→ **What you have to do**
Every entry below should be transcribed exactly; pictures stay out of the copy.

→ **Supplied records**
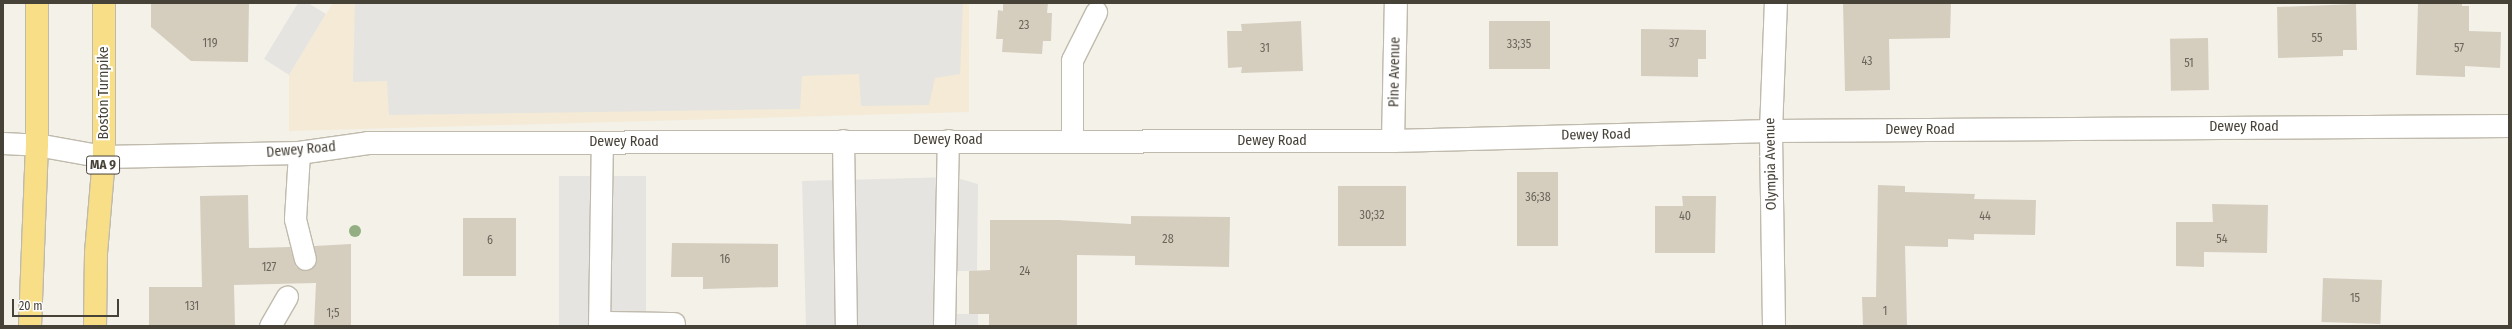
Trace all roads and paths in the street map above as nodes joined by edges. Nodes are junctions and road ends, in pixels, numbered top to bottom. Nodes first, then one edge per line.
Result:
1 (37, 3) edge
2 (104, 3) edge
3 (1396, 3) edge
4 (1776, 3) edge
5 (1096, 12) dead end
6 (2509, 126) edge
7 (1770, 131) junction
8 (843, 140) junction
9 (948, 140) junction
10 (1072, 140) junction
11 (1393, 141) junction
12 (602, 142) junction
13 (3, 143) edge
14 (37, 145) junction
15 (299, 153) junction
16 (104, 157) junction
17 (305, 259) dead end
18 (288, 297) dead end
19 (674, 323) dead end
20 (600, 324) edge
21 (30, 326) edge
22 (96, 326) edge
23 (270, 326) edge
24 (846, 326) edge
25 (944, 326) edge
26 (1774, 326) edge

1 - 14 highway
2 - 16 highway, Boston Turnpike / MA 9
3 - 11 street, Pine Avenue
4 - 7 street, Olympia Avenue
5 - 10 lane
6 - 7 street, Dewey Road
7 - 11 street, Dewey Road
7 - 26 street, Olympia Avenue
8 - 9 street, Dewey Road
8 - 12 street, Dewey Road
8 - 24 lane
9 - 10 street, Dewey Road
9 - 25 lane
10 - 11 street, Dewey Road
12 - 15 street, Dewey Road
12 - 20 lane
13 - 14 lane
14 - 16 street, Dewey Road
14 - 21 highway
15 - 16 street, Dewey Road
15 - 17 lane
16 - 22 highway, Boston Turnpike / MA 9
18 - 23 lane
19 - 20 lane

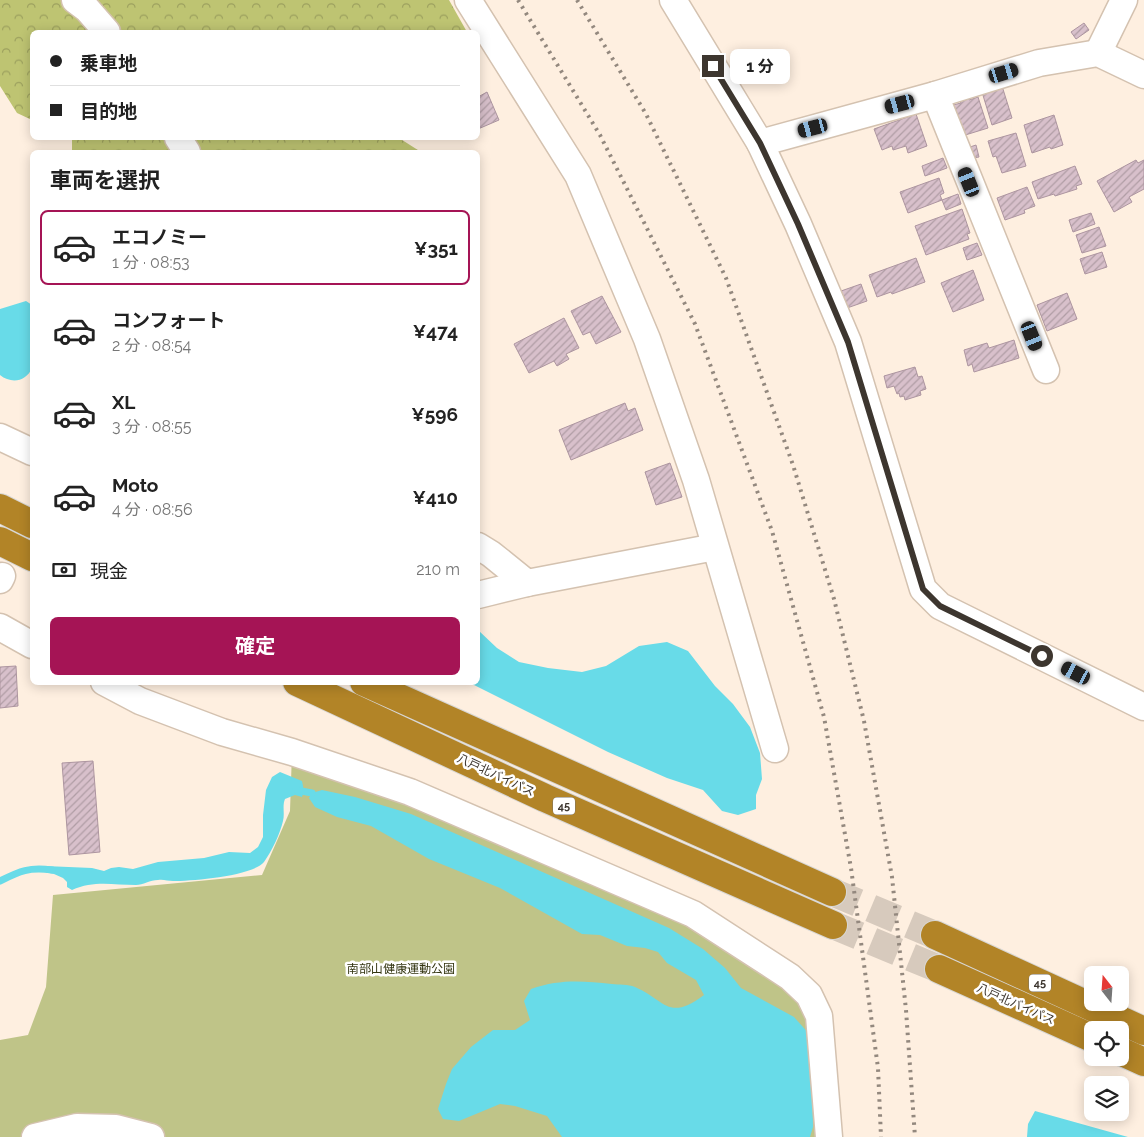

→ **Result**
Trace all roads and paths in the street map above as nodes joined by edges. Nodes are junctions and road ends, in pixels, numbered top to bottom. Nodes first, then one edge per line.
Result:
1 (37, 3) edge
2 (104, 3) edge
3 (1396, 3) edge
4 (1776, 3) edge
5 (1096, 12) dead end
6 (2509, 126) edge
7 (1770, 131) junction
8 (843, 140) junction
9 (948, 140) junction
10 (1072, 140) junction
11 (1393, 141) junction
12 (602, 142) junction
13 (3, 143) edge
14 (37, 145) junction
15 (299, 153) junction
16 (104, 157) junction
17 (305, 259) dead end
18 (288, 297) dead end
19 (674, 323) dead end
20 (600, 324) edge
21 (30, 326) edge
22 (96, 326) edge
23 (270, 326) edge
24 (846, 326) edge
25 (944, 326) edge
26 (1774, 326) edge

1 - 14 highway
2 - 16 highway, Boston Turnpike / MA 9
3 - 11 street, Pine Avenue
4 - 7 street, Olympia Avenue
5 - 10 lane
6 - 7 street, Dewey Road
7 - 11 street, Dewey Road
7 - 26 street, Olympia Avenue
8 - 9 street, Dewey Road
8 - 12 street, Dewey Road
8 - 24 lane
9 - 10 street, Dewey Road
9 - 25 lane
10 - 11 street, Dewey Road
12 - 15 street, Dewey Road
12 - 20 lane
13 - 14 lane
14 - 16 street, Dewey Road
14 - 21 highway
15 - 16 street, Dewey Road
15 - 17 lane
16 - 22 highway, Boston Turnpike / MA 9
18 - 23 lane
19 - 20 lane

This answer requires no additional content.